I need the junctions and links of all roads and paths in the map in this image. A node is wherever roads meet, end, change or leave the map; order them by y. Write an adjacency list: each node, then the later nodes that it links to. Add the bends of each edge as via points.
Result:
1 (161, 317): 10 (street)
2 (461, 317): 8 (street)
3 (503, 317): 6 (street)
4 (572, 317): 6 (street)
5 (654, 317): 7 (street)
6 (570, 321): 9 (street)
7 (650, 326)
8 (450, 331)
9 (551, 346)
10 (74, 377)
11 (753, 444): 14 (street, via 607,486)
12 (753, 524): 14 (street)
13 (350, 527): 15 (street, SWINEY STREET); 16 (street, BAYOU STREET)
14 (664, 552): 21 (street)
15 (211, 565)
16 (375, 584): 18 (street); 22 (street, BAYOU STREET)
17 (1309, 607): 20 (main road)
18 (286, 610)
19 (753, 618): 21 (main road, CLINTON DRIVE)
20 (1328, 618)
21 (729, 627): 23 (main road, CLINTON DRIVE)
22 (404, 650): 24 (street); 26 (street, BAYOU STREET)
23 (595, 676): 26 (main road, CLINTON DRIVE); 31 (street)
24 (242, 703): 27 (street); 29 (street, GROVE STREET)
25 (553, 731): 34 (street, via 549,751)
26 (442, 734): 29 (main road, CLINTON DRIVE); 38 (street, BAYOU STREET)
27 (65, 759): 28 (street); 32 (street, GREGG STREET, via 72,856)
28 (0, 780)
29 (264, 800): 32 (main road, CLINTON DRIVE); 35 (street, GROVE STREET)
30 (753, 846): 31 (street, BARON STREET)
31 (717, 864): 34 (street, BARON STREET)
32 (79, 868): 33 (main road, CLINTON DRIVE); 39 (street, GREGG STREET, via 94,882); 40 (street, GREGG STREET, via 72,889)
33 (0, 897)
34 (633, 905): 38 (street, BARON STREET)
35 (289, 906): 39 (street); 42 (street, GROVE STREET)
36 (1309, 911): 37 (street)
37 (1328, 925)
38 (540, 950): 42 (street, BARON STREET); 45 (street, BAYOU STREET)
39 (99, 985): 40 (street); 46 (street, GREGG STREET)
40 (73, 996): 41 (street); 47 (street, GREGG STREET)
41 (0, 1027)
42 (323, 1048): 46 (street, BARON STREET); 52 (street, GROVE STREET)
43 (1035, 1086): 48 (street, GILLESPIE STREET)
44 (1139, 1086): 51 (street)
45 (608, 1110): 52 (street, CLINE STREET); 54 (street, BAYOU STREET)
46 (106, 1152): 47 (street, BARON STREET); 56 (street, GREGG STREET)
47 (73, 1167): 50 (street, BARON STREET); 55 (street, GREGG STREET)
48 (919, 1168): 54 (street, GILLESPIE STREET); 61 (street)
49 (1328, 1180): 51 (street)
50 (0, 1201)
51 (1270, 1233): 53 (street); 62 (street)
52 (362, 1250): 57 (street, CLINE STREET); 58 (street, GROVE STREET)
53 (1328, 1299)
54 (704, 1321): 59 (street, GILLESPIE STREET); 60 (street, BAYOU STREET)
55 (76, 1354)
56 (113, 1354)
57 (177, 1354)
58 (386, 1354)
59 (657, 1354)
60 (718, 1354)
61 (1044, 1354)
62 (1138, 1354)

************

Report every line of the entries that carries the word "CLINTON".

TASK RESULT:
19 (753, 618): 21 (main road, CLINTON DRIVE)
21 (729, 627): 23 (main road, CLINTON DRIVE)
23 (595, 676): 26 (main road, CLINTON DRIVE); 31 (street)
26 (442, 734): 29 (main road, CLINTON DRIVE); 38 (street, BAYOU STREET)
29 (264, 800): 32 (main road, CLINTON DRIVE); 35 (street, GROVE STREET)
32 (79, 868): 33 (main road, CLINTON DRIVE); 39 (street, GREGG STREET, via 94,882); 40 (street, GREGG STREET, via 72,889)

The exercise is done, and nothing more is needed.